Collected data entries:

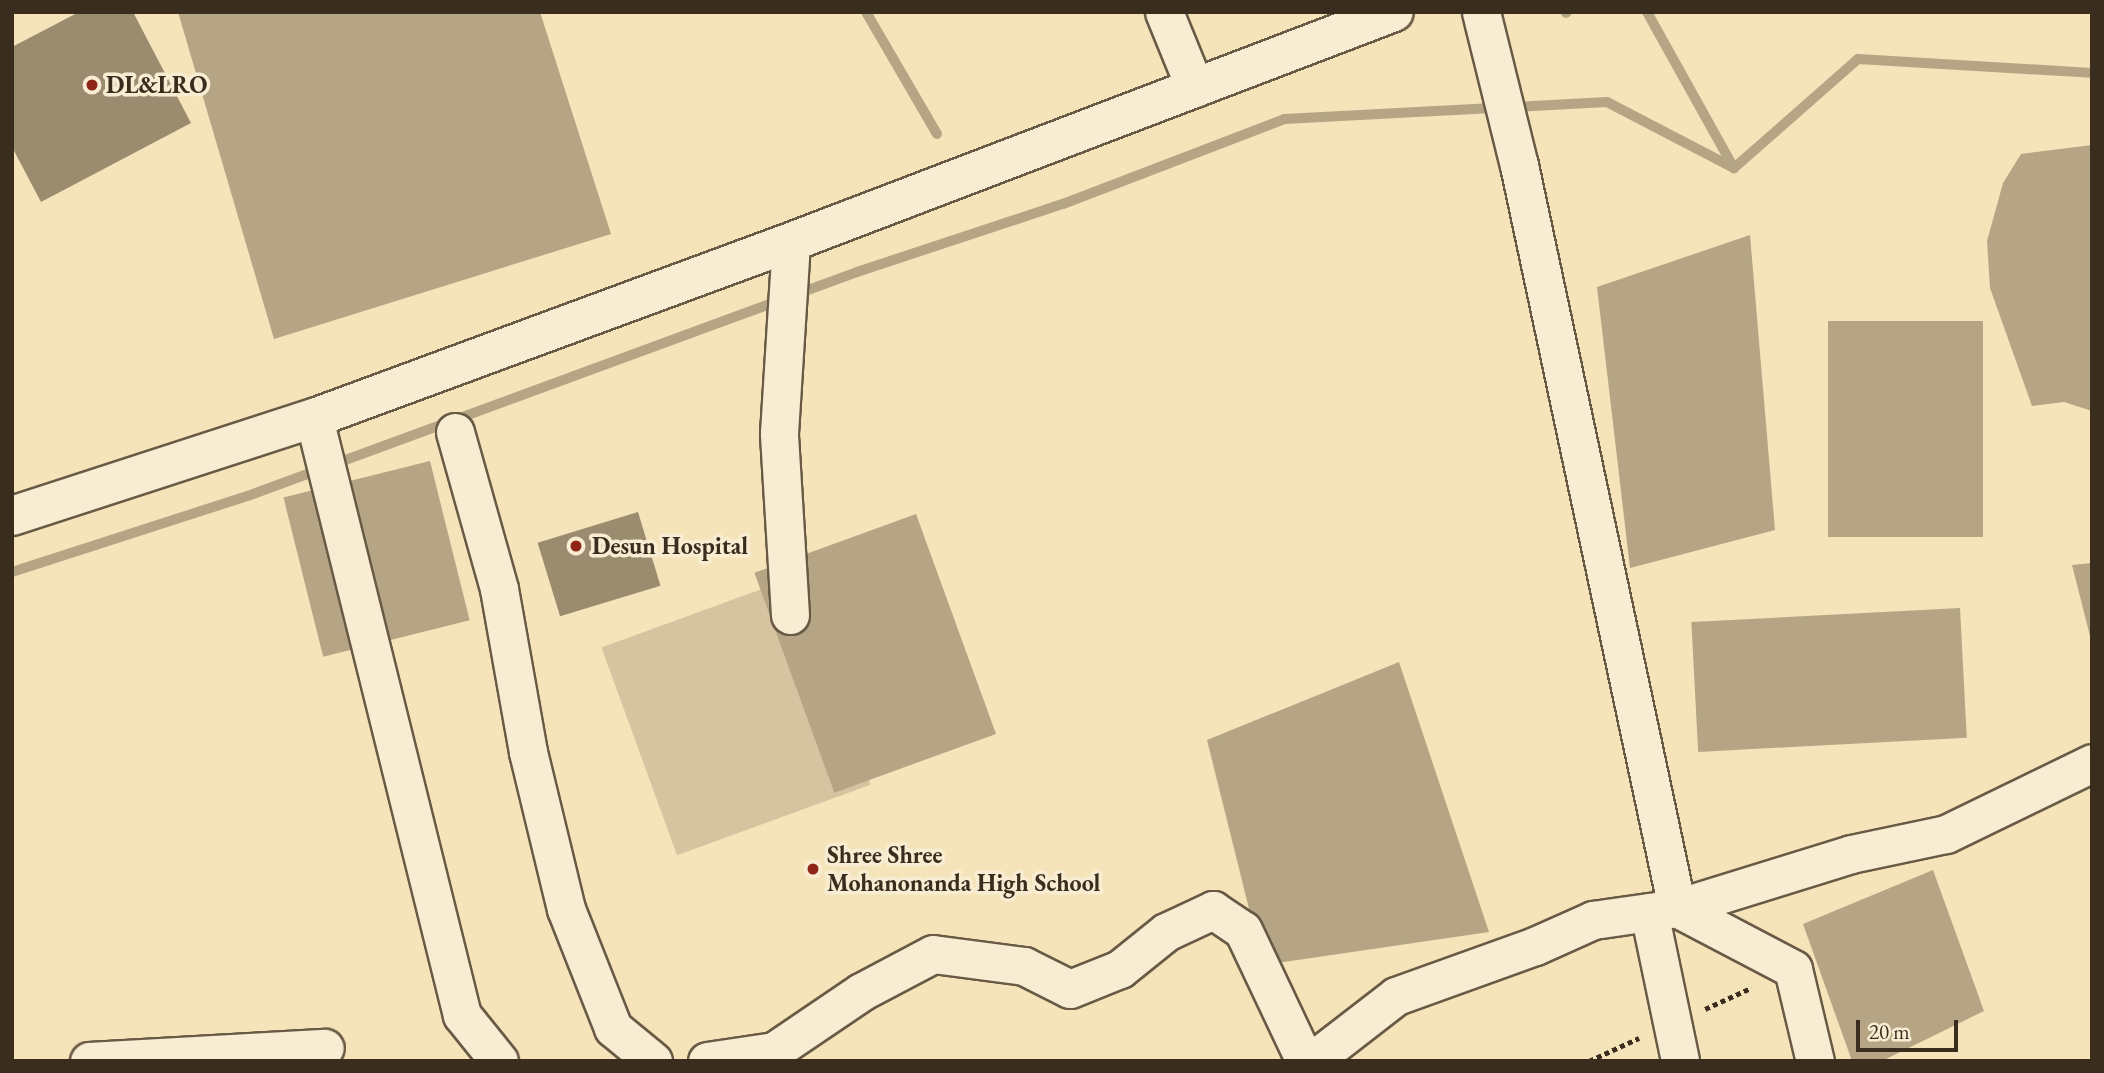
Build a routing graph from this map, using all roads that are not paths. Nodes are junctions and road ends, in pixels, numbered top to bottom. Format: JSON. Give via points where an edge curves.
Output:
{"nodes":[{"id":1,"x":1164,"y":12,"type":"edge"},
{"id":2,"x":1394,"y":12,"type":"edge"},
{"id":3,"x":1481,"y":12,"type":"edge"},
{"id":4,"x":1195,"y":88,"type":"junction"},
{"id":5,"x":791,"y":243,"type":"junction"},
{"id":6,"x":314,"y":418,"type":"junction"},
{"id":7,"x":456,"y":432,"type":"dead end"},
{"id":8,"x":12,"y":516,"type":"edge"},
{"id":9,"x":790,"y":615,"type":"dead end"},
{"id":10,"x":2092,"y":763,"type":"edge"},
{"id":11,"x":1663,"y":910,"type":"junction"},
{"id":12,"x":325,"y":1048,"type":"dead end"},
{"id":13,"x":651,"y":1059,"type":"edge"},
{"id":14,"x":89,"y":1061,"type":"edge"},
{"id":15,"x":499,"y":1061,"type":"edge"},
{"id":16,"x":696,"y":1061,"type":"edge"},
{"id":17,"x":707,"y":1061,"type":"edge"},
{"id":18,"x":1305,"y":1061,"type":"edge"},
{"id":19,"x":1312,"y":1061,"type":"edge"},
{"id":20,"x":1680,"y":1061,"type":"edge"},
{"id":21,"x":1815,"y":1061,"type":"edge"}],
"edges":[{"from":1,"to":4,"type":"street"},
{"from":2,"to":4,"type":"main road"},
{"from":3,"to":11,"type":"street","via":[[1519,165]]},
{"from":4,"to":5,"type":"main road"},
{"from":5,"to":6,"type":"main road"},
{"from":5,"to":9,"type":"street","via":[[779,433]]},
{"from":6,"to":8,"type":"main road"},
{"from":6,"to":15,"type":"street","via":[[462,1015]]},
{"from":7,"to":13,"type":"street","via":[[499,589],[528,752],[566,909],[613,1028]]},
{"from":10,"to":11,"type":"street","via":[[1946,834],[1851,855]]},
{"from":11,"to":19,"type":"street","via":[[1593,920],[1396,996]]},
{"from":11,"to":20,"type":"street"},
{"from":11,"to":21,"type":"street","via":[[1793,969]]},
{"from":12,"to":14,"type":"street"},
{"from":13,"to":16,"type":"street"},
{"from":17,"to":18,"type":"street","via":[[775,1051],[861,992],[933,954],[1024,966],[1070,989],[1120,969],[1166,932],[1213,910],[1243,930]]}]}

# WHAT YOU WILL DO:
Scan the records for the word "dead" and copy every line where it is found.

# WRITTEN SOLUTION:
{"id":7,"x":456,"y":432,"type":"dead end"},
{"id":9,"x":790,"y":615,"type":"dead end"},
{"id":12,"x":325,"y":1048,"type":"dead end"},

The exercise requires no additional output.